Durante la legislatura anterior se dieron también los primeros pasos de una reforma tributaria orientada a elevar el nivel de ingresos públicos de la economía española –acercándolo a la media de la UE–, y se reforzó nuestro sistema de protección social. Mientras que en la Gran Recesión nuestro país recortaba prestaciones, en mitad de la pandemia nacía el Ingreso Mínimo Vital (una ayuda que debe ser mejorada, pero que ha supuesto un indudable paso adelante para construir una red de último recurso para la ciudadanía). Mientras que en la Gran Recesión se desvinculaban las pensiones del IPC, en la pasada legislatura se aseguraba la capacidad adquisitiva de los pensionistas, con una reorientación de las reformas hacia la mejora de los ingresos de la Seguridad Social, y no hacia el recorte de prestaciones.
A finales del 2021 nuestra economía dejaba atrás el impacto de la pandemia. Sin embargo, el estallido de la guerra en Ucrania –y el consiguiente incremento de los costes energéticos internacionales– volvió a situarnos en febrero de 2022 ante un enorme reto. Se asumió rápidamente que el combate contra la inflación no podía descansar en la política monetaria ni en las recetas convencionales, y la regulación del mercado eléctrico mayorista –mediante el tope al gas– permitió controlar el incremento de precios que este sector irradiaba hacia el resto de la economía.
Todos estos nuevos desarrollos de política económica –de corte nítidamente keynesiano– no han estado exentos de problemas, lógicamente, pero han demostrado en todo caso una notable eficacia para cumplir con los objetivos previstos: el empleo tardó apenas año y medio en alcanzar el nivel previo a la pandemia, y no diez años como pasó con la crisis financiera; hemos asistido a una rápida reducción de la temporalidad (de 9 puntos porcentuales) tras la última reforma laboral, sustituyéndose un millón y medio de empleos temporales por indefinidos; el aumento del SMI ha sido compatible con un fuerte ritmo de creación de puestos de trabajo; la desigualdad en 2023 –según el índice de Gini– era inferior a la que existía antes de la pandemia; la inflación se redujo 8 puntos en apenas un año; y el déficit público ha pasado del 10% del PIB en 2020 a terminar el año 2023 en el entorno del 4% (un ritmo de reducción más rápido que el que se consiguió con los recortes de Rajoy).
Las diferencias en la gestión de ambas crisis son enormes. ¿Se puede afirmar entonces que asistimos al nacimiento de un nuevo paradigma de política económica? ¿Hemos dejado atrás la fase neoliberal en la gestión de la economía?
Parece más bien que nos ubicamos en una suerte de interregno, en el que conviven signos de superación de la vieja política económica neoliberal con elementos inconfundibles de ortodoxia.
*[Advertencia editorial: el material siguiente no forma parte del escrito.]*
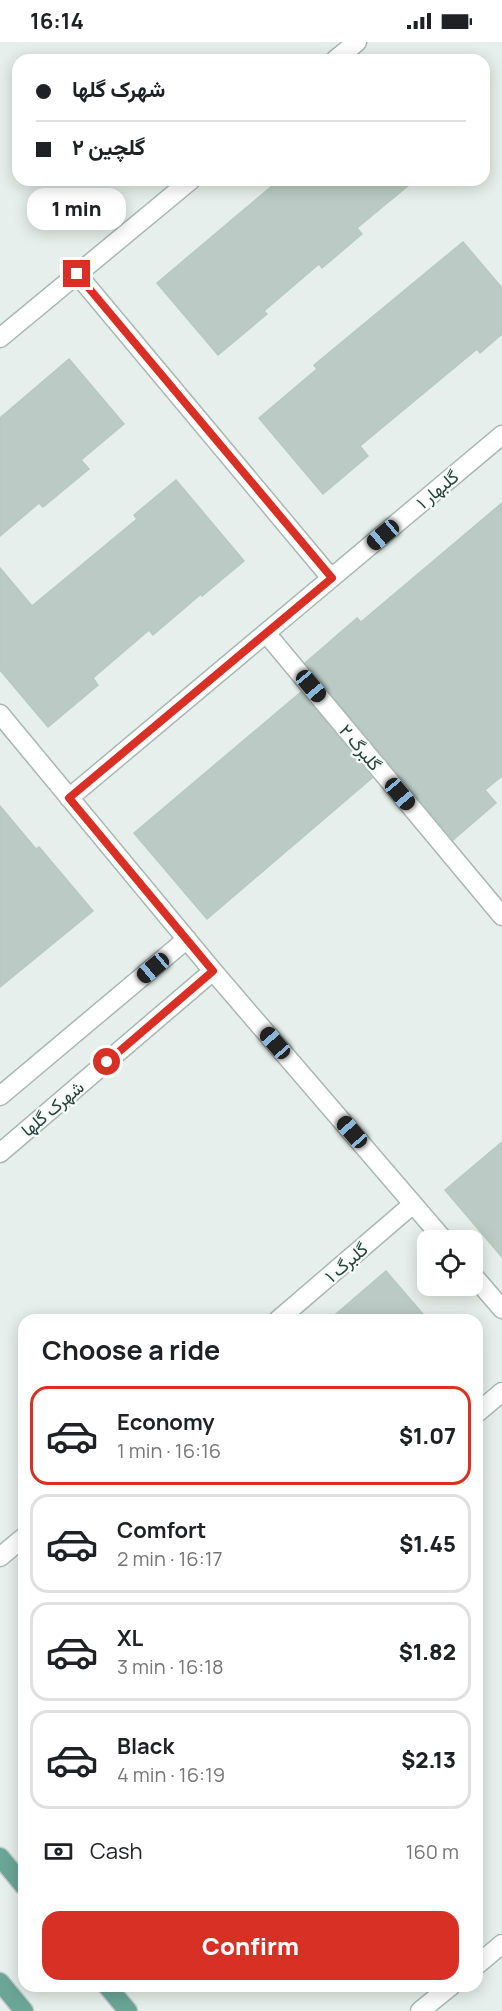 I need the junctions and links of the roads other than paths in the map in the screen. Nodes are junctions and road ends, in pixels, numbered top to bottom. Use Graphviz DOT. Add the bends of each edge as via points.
graph roads {
  1 [pos="357,42"];
  2 [pos="342,54"];
  3 [pos="184,186"];
  4 [pos="77,274"];
  5 [pos="0,338"];
  6 [pos="502,435"];
  7 [pos="332,578"];
  8 [pos="266,633"];
  9 [pos="0,714"];
  10 [pos="69,798"];
  11 [pos="502,916"];
  12 [pos="187,939"];
  13 [pos="213,971"];
  14 [pos="0,1096"];
  15 [pos="0,1153"];
  16 [pos="413,1204"];
  17 [pos="435,1230"];
  18 [pos="483,1287"];
  19 [pos="502,1309"];
  20 [pos="285,1314"];
  21 [pos="502,1392"];
  22 [pos="483,1408"];
  23 [pos="18,1542"];
  24 [pos="0,1557"];
  25 [pos="0,1857"];
  26 [pos="18,1879"];
  27 [pos="502,1944"];
  28 [pos="483,1960"];
  29 [pos="0,1982"];
  30 [pos="112,1992"];
  31 [pos="444,1992"];
  32 [pos="24,2011"];
  33 [pos="128,2011"];
  34 [pos="420,2011"];
  1 -- 2 [label="street"];
  3 -- 4 [label="street"];
  4 -- 5 [label="street"];
  4 -- 7 [label="street"];
  6 -- 7 [label="street, گلبهار ۱"];
  7 -- 8 [label="street, گلبهار ۱"];
  8 -- 10 [label="street, گلبهار ۱"];
  8 -- 11 [label="street, گلبرگ ۲"];
  9 -- 10 [label="street"];
  10 -- 12 [label="street"];
  12 -- 13 [label="street"];
  12 -- 14 [label="street"];
  13 -- 15 [label="street, شهرک گلها"];
  13 -- 16 [label="street"];
  16 -- 17 [label="street"];
  16 -- 20 [label="street, گلبرگ ۱"];
  18 -- 19 [label="street"];
  21 -- 22 [label="street"];
  23 -- 24 [label="street"];
  25 -- 26 [label="main road"];
  27 -- 28 [label="street"];
  29 -- 32 [label="main road"];
  30 -- 33 [label="main road"];
  31 -- 34 [label="street"];
}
Pocos economistas discutirían hoy la utilidad de los ERTE o de una política fiscal expansiva en momentos de crisis; o la necesidad de un “estado emprendedor”, o de un tipo mínimo efectivo en el Impuesto de Sociedades que evite el dumping fiscal. Y, al mismo tiempo, la mayoría de los economistas mantienen intacta la convicción de que la inflación debe controlarse mediante una política monetaria contractiva (aun a costa de llevar a la Eurozona al borde de la recesión), o de que es necesario fijar estrictas reglas fiscales en la UE (aunque se socaven con ello algunas inversiones públicas cruciales a medio y largo plazo).
Un periodo en el que conviven distintos paradigmas de política económica es siempre interesante desde el punto de vista de la discusión intelectual. Pero desdeñar las lecciones aprendidas durante estos años y volver a las viejas certezas de la ortodoxia neoliberal será de muy poca ayuda para acometer los retos que nuestras economías tienen por delante.